I like the comment noting that some people are saying "it's just grass" but you could also argue "it's just water".


----------



## cavince79 (Jun 18, 2019)

I sent this to my wife yesterday... 
I live in a cul de sac, not on the corner like the video. But I have one guy that insists on walking his two dogs (one is rather large) through people's yards. We have a sidewalk that goes up one side that he won't use. He'd much rather walk through everyone's lawn. Dogs like to wander and sniff, I get that. I may even allow my dog to wander a few feet into someone's yard for that magical sniff, but I pull her back to the street. This guy will wander 10-15' into every lawn he passes. If the dogs had peed on the mailbox, I even get that, but I shouldn't have a dead spot in the middle of my front lawn when I don't allow my own dog on it.
I gave him the death stare a few days. He saw me, but didn't change his path.
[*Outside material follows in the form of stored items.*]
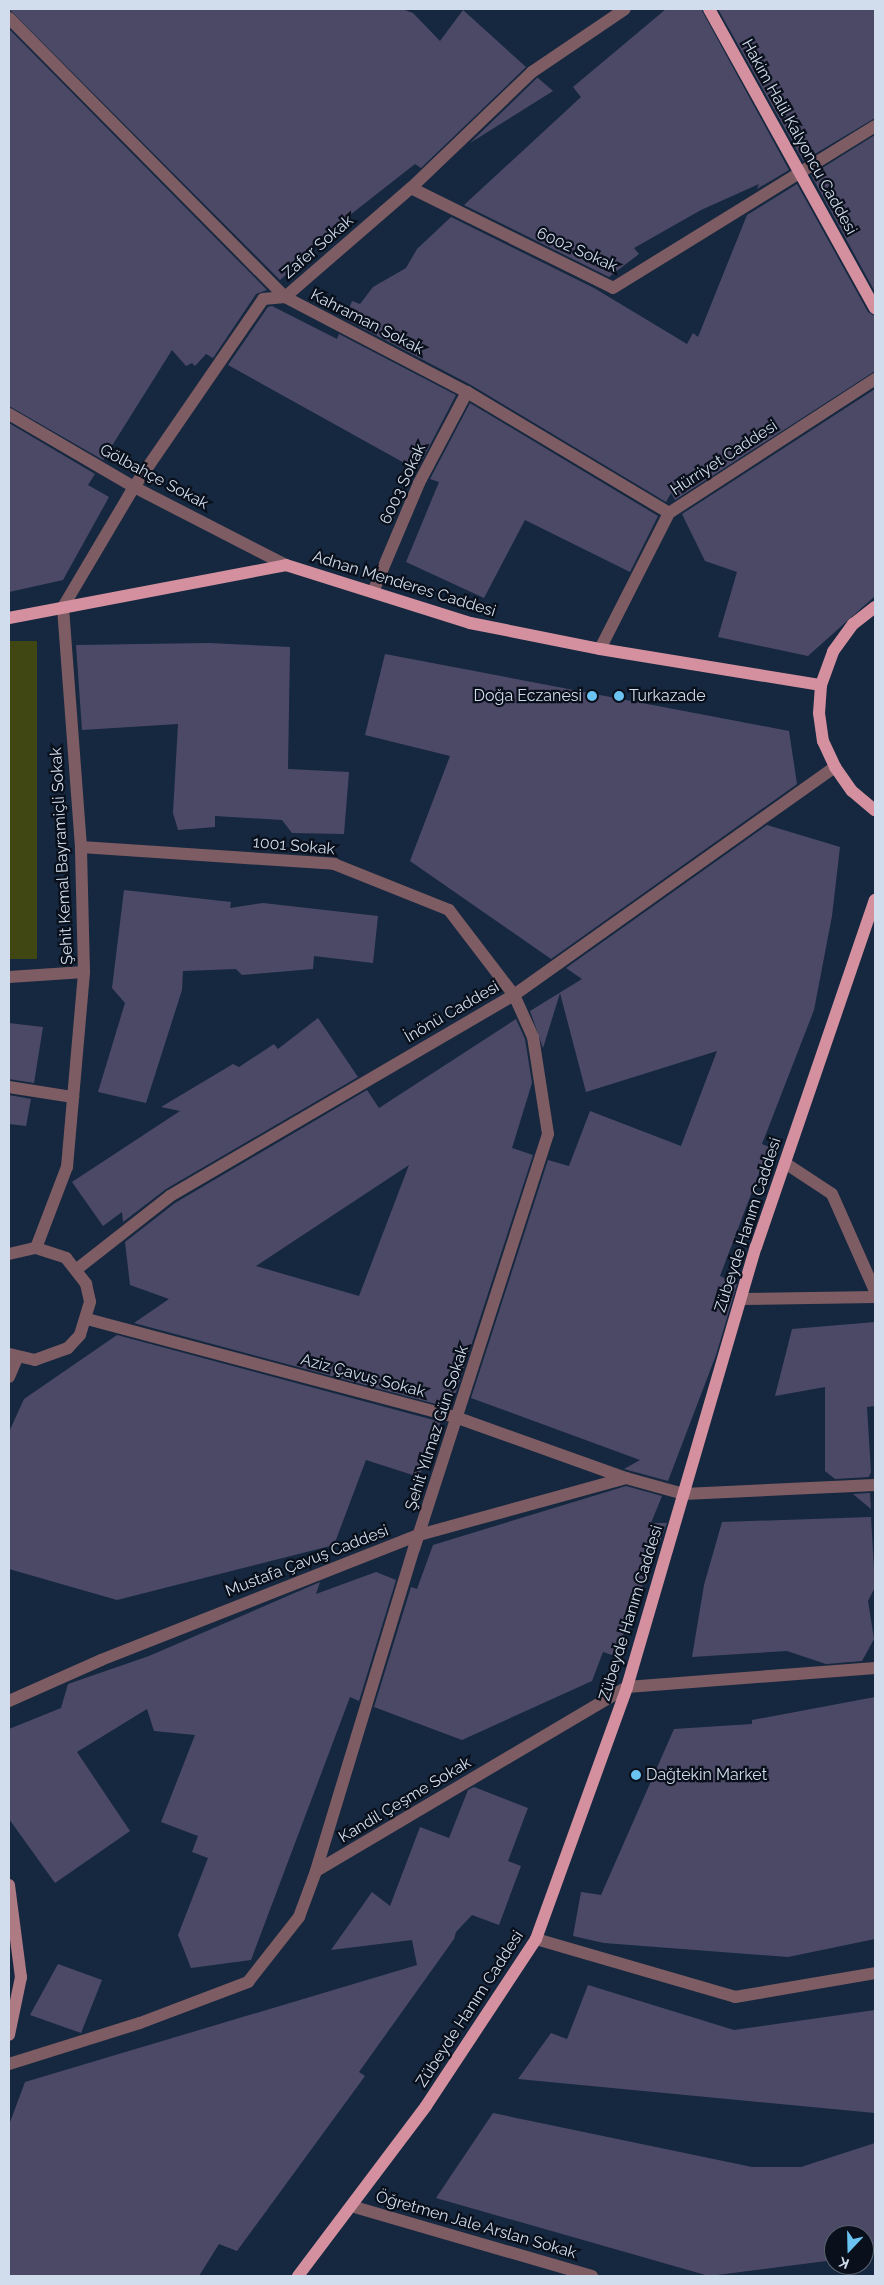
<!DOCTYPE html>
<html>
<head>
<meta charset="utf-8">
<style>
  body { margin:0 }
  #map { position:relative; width:884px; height:2285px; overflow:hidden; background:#16283f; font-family:Raleway,sans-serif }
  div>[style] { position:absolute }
  .green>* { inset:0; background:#404713; transform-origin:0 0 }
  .building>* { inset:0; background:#4c4967 }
  .pedestrian>* { height:12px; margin:-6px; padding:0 6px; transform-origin:6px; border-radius:6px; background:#7e5c63 }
  .minor>* { height:12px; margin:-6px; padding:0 6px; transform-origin:6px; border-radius:6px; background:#7e5c63 }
  .tertiary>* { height:12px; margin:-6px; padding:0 6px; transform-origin:6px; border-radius:6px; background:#7e5c63 }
  .secondary>* { height:12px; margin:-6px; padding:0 6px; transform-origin:6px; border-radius:6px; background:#ae7a84 }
  .primary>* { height:12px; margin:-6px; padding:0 6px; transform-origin:6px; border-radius:6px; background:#d4909e }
  .dots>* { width:14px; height:14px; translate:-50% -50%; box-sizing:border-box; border:2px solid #09101b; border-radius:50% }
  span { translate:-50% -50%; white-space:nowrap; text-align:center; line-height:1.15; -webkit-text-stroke:4.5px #09101b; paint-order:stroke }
  .street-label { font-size:16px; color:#d1dcec }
  .poi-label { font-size:16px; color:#d1dcec }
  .right { translate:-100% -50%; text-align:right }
  .left { translate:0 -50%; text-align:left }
  .frame { position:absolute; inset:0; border:10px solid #d1dcec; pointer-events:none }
  .north { position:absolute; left:824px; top:2225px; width:50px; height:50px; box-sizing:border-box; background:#09101b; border:1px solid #59626f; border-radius:50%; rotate:201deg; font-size:14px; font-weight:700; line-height:20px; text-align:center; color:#d1dcec }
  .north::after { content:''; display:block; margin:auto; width:18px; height:22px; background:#6ac3f1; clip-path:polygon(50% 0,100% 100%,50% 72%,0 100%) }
</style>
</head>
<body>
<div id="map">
  <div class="green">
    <i style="left:37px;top:641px;width:318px;height:28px;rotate:90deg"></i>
  </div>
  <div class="building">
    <i style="clip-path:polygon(9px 9px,402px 9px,413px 13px,440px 41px,463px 10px,526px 67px,421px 168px,415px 164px,341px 222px,300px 256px,304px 259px,280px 280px)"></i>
    <i style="clip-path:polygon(666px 9px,701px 9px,789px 170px,757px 189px,759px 184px,701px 210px,634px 248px,639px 254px,609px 277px,464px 205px,581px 97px,573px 87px)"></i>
    <i style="clip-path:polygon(718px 9px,875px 9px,875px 118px,803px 161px)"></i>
    <i style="clip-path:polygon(9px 29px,267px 290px,256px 294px,213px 358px,206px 354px,195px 366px,192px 363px,186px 366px,172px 350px,103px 460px,9px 406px)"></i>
    <i style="clip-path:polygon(538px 78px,553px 91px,470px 143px,537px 78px)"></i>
    <i style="clip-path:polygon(875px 135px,875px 292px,811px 175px)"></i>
    <i style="clip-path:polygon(797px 184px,868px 312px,875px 316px,875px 371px,675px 500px,671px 493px,666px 502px,471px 385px,345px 319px,352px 301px,360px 304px,373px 287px,406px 268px,417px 249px,451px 217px,594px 288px,687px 344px,693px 333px,698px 337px,747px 215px)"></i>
    <i style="clip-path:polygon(272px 306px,337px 339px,339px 334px,456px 395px,417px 470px,228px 365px,268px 307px)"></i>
    <i style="clip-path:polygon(875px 389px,875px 596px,808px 656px,718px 637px,737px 572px,705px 561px,682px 514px)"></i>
    <i style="clip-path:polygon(470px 403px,658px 516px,630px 572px,525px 520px,484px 598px,406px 562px,439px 482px,430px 479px)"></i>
    <i style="clip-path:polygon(9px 423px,95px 474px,88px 485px,109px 497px,63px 580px,9px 592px)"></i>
    <i style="clip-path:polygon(209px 643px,290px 647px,288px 769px,349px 772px,344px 834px,292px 833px,282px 820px,215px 816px,215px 827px,178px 830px,173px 813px,178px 724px,82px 730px,76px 645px)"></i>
    <i style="clip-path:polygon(385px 654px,789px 731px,797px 784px,551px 959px,410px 861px,450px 756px,365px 735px)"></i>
    <i style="clip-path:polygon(767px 825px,840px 847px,832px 916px,814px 1010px,762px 1144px,769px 1147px,720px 1276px,737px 1284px,716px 1355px,668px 1481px,624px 1469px,640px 1460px,471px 1398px,548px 1160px,569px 1166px,590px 1111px,681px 1146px,717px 1051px,586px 1092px,560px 993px,543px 1048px,530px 1011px,582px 979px,566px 968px)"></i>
    <i style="clip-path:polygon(124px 890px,231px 902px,230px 908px,263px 903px,378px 916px,373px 963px,314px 956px,313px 969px,242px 975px,236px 969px,183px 971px,182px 990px,146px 1103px,98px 1092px,125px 1003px,112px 988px)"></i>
    <i style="clip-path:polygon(318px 1018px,358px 1077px,166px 1189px,123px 1222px,122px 1212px,103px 1226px,72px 1182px,180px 1111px,161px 1107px,233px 1064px,239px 1067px,274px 1044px,278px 1049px)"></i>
    <i style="clip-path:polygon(evenodd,516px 1019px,525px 1039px,532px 1083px,512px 1148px,533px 1155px,456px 1392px,447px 1407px,134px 1323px,169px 1299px,130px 1285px,125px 1242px,175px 1203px,367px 1090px,379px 1108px,516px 1019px,409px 1165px,359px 1296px,256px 1266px,409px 1165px)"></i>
    <i style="clip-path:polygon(9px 1023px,43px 1027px,34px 1083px,9px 1079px)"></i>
    <i style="clip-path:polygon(9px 1095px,31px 1099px,26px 1126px,9px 1124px)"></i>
    <i style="clip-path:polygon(875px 1322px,875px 1406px,867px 1407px,871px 1472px,869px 1477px,835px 1479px,825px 1471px,825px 1387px,775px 1396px,792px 1329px)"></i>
    <i style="clip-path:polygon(117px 1335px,441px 1422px,419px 1477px,366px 1460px,334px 1545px,117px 1600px,9px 1569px,9px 1432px,24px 1399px)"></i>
    <i style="clip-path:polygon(626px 1486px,662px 1496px,651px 1523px,667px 1523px,615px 1656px,603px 1652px,592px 1681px,462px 1740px,374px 1707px,411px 1587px,417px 1589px,433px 1545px)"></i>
    <i style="clip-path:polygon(870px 1493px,871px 1509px,853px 1494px)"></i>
    <i style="clip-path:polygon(871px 1517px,875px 1587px,868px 1601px,874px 1639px,862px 1661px,826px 1664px,787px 1651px,692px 1657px,704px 1585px,722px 1522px)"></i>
    <i style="clip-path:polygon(376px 1572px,396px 1580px,359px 1701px,350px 1697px,251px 1960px,191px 1968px,178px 1935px,208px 1858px,192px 1852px,198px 1836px,161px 1822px,195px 1735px,154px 1731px,147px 1709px,77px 1752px,130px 1831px,55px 1883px,9px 1819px,9px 1729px,61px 1708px,68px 1684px,149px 1656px,320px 1582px,316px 1594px)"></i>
    <i style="clip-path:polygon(875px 1697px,875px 1939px,788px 1957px,604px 1943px,573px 1936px,581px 1892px,601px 1895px,674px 1729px,752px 1724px,752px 1720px)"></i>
    <i style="clip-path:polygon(474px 1787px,528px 1808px,508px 1861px,521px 1866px,499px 1925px,472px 1915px,456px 1932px,454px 1939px,359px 2072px,365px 2076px,237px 2251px,219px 2244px,199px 2276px,9px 2276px,9px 2125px,25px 2082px,417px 1965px,412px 1940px,331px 1950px,372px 1892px,390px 1906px,420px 1827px,449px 1838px,468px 1790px)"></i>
    <i style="clip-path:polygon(58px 1964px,102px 1980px,81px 2033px,30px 2015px)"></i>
    <i style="clip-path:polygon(588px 1985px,734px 2030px,875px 2010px,875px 2113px,518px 2079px,551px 2033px,567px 2039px)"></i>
    <i style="clip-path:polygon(493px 2113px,752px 2167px,801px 2167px,875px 2143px,875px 2250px,864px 2253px,864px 2235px,834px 2235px,834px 2260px,709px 2276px,436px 2198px)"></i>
  </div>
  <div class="pedestrian">
    <i style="left:411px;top:188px;width:225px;rotate:26.3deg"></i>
    <i style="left:613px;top:288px;width:308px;rotate:-31.7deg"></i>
  </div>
  <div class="minor">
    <i style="left:9px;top:18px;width:392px;rotate:45.3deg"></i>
    <i style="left:285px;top:297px;width:205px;rotate:27.6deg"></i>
    <i style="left:467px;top:392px;width:235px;rotate:30.9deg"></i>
    <i style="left:9px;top:414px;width:145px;rotate:30.3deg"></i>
    <i style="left:134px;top:487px;width:171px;rotate:27.2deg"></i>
    <i style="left:373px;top:592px;width:118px;rotate:-67.1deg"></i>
    <i style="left:419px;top:483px;width:103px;rotate:-62.2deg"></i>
    <i style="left:600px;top:649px;width:153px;rotate:-63.1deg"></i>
    <i style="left:669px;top:513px;width:246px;rotate:-33deg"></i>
    <i style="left:81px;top:847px;width:254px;rotate:3.8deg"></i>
    <i style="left:334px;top:864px;width:124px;rotate:21.8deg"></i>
    <i style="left:449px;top:910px;width:107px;rotate:52.6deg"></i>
    <i style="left:514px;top:995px;width:46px;rotate:65.7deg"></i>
    <i style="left:533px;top:1037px;width:98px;rotate:81.2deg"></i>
    <i style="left:548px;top:1134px;width:435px;rotate:107.9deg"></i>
    <i style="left:414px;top:1548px;width:338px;rotate:106.9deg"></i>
    <i style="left:9px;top:977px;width:75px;rotate:-3.8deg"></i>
    <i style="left:9px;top:1087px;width:65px;rotate:8.9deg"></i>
    <i style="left:785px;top:1163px;width:56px;rotate:33.4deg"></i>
    <i style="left:832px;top:1194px;width:106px;rotate:66.1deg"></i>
    <i style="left:36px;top:1248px;width:87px;rotate:-69.1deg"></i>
    <i style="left:67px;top:1167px;width:196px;rotate:-85deg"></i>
    <i style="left:84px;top:972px;width:125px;rotate:-91.4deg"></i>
    <i style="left:81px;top:847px;width:241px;rotate:-94.3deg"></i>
    <i style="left:63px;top:607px;width:139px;rotate:-59.4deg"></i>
    <i style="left:134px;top:487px;width:228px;rotate:-55.5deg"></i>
    <i style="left:263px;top:299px;width:22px;rotate:-5deg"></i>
    <i style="left:285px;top:297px;width:167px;rotate:-40.9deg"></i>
    <i style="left:411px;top:188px;width:168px;rotate:-43.8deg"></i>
    <i style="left:532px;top:72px;width:112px;rotate:-34.1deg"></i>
    <i style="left:741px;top:1299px;width:134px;rotate:-0.9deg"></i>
    <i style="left:87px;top:1319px;width:384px;rotate:14.9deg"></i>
    <i style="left:458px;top:1418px;width:178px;rotate:19.7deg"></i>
    <i style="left:626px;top:1478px;width:60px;rotate:15.4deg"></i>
    <i style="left:684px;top:1494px;width:191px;rotate:-2.7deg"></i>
    <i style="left:9px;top:1377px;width:21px;rotate:-67deg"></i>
    <i style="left:9px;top:1701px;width:101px;rotate:-24deg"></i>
    <i style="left:101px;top:1660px;width:342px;rotate:-21.5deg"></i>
    <i style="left:419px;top:1535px;width:215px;rotate:-15.4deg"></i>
    <i style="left:536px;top:1939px;width:207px;rotate:16.2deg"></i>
    <i style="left:735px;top:1997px;width:142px;rotate:-9.7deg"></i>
    <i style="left:9px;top:2064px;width:137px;rotate:-17.4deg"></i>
    <i style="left:140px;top:2023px;width:116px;rotate:-20.8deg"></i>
    <i style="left:248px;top:1982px;width:83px;rotate:-51.9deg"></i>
    <i style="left:299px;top:1917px;width:49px;rotate:-69.7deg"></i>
    <i style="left:316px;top:1871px;width:361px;rotate:-30.6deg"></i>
    <i style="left:627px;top:1687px;width:249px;rotate:-4.4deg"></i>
    <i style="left:351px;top:2206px;width:251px;rotate:16.2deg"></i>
  </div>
  <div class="tertiary">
    <i style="left:9px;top:1254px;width:28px;rotate:-13deg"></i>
    <i style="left:36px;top:1248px;width:32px;rotate:18deg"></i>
    <i style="left:66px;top:1258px;width:33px;rotate:52deg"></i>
    <i style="left:86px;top:1284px;width:18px;rotate:77deg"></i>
    <i style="left:90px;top:1302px;width:34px;rotate:107deg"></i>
    <i style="left:80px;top:1335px;width:18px;rotate:133deg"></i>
    <i style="left:68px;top:1348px;width:35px;rotate:160deg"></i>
    <i style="left:35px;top:1360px;width:27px;rotate:-167deg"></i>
    <i style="left:77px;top:1269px;width:118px;rotate:-38.1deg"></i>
    <i style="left:170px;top:1196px;width:398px;rotate:-30.3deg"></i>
    <i style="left:514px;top:995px;width:394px;rotate:-35.4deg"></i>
  </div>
  <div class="secondary">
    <i style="left:9px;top:1885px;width:93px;rotate:82.6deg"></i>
    <i style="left:21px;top:1977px;width:59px;rotate:101.7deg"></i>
  </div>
  <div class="primary">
    <i style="left:709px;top:9px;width:342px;rotate:61deg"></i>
    <i style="left:875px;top:607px;width:28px;rotate:142deg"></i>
    <i style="left:853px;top:624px;width:34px;rotate:126deg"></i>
    <i style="left:833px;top:652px;width:35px;rotate:110deg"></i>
    <i style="left:821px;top:685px;width:28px;rotate:94deg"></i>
    <i style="left:819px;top:713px;width:28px;rotate:82deg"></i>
    <i style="left:823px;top:741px;width:29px;rotate:65deg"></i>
    <i style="left:835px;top:767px;width:29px;rotate:55deg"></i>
    <i style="left:852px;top:791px;width:30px;rotate:40deg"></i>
    <i style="left:9px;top:618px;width:282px;rotate:-10.8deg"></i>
    <i style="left:286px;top:565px;width:193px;rotate:17.5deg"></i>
    <i style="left:470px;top:623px;width:133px;rotate:11.3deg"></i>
    <i style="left:600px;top:649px;width:224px;rotate:9.3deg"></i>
    <i style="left:298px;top:2276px;width:213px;rotate:-53deg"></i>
    <i style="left:426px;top:2106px;width:200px;rotate:-56.6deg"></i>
    <i style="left:536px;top:1939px;width:268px;rotate:-70.1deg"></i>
    <i style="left:627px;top:1687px;width:459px;rotate:-73.7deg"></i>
    <i style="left:756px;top:1247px;width:367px;rotate:-71.1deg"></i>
  </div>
  <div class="dots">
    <i style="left:592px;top:696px;background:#6ac3f1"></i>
    <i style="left:619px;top:696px;background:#6ac3f1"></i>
    <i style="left:636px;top:1775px;background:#6ac3f1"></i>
  </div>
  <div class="street-label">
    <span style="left:799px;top:137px;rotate:61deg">Hakim Halil Kalyoncu Caddesi</span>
    <span style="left:318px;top:247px;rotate:-41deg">Zafer Sokak</span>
    <span style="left:577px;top:250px;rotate:24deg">6002 Sokak</span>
    <span style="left:367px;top:322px;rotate:27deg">Kahraman Sokak</span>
    <span style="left:724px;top:458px;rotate:-33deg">Hürriyet Caddesi</span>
    <span style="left:154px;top:477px;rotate:28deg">Gölbahçe Sokak</span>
    <span style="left:403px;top:484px;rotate:-65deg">6003 Sokak</span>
    <span style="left:404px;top:584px;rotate:17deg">Adnan Menderes Caddesi</span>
    <span style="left:294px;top:846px;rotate:5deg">1001 Sokak</span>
    <span style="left:62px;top:856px;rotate:-93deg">Şehit Kemal Bayramiçli Sokak</span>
    <span style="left:452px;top:1012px;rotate:-30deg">İnönü Caddesi</span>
    <span style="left:748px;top:1225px;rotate:-72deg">Zübeyde Hanım Caddesi</span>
    <span style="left:363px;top:1376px;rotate:15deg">Aziz Çavuş Sokak</span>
    <span style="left:437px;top:1428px;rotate:-72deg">Şehit Yılmaz Gün Sokak</span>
    <span style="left:307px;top:1561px;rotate:-21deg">Mustafa Çavuş Caddesi</span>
    <span style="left:631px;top:1613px;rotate:-73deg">Zübeyde Hanım Caddesi</span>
    <span style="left:405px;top:1800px;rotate:-31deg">Kandil Çeşme Sokak</span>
    <span style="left:470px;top:2009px;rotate:-57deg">Zübeyde Hanım Caddesi</span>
    <span style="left:476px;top:2225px;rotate:16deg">Öğretmen Jale Arslan Sokak</span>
  </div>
  <div class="poi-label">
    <span class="right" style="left:582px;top:696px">Doğa Eczanesi</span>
    <span class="left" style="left:629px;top:696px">Turkazade</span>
    <span class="left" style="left:646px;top:1775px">Dağtekin Market</span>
  </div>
  <div class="frame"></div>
  <div class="north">K</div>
</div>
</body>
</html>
So one day I turned on my sprinklers as he was nearing my yard, but not in it. His dogs pulled him back away from the lawn. I did this 3 days in a row and he magically has found the sidewalks.
Yea, I'll be the a******. Zeon takes forever to recover.


----------



## pennstater2005 (Jul 17, 2017)

@cavince79

Water seems pretty harmless but also pretty effective.


----------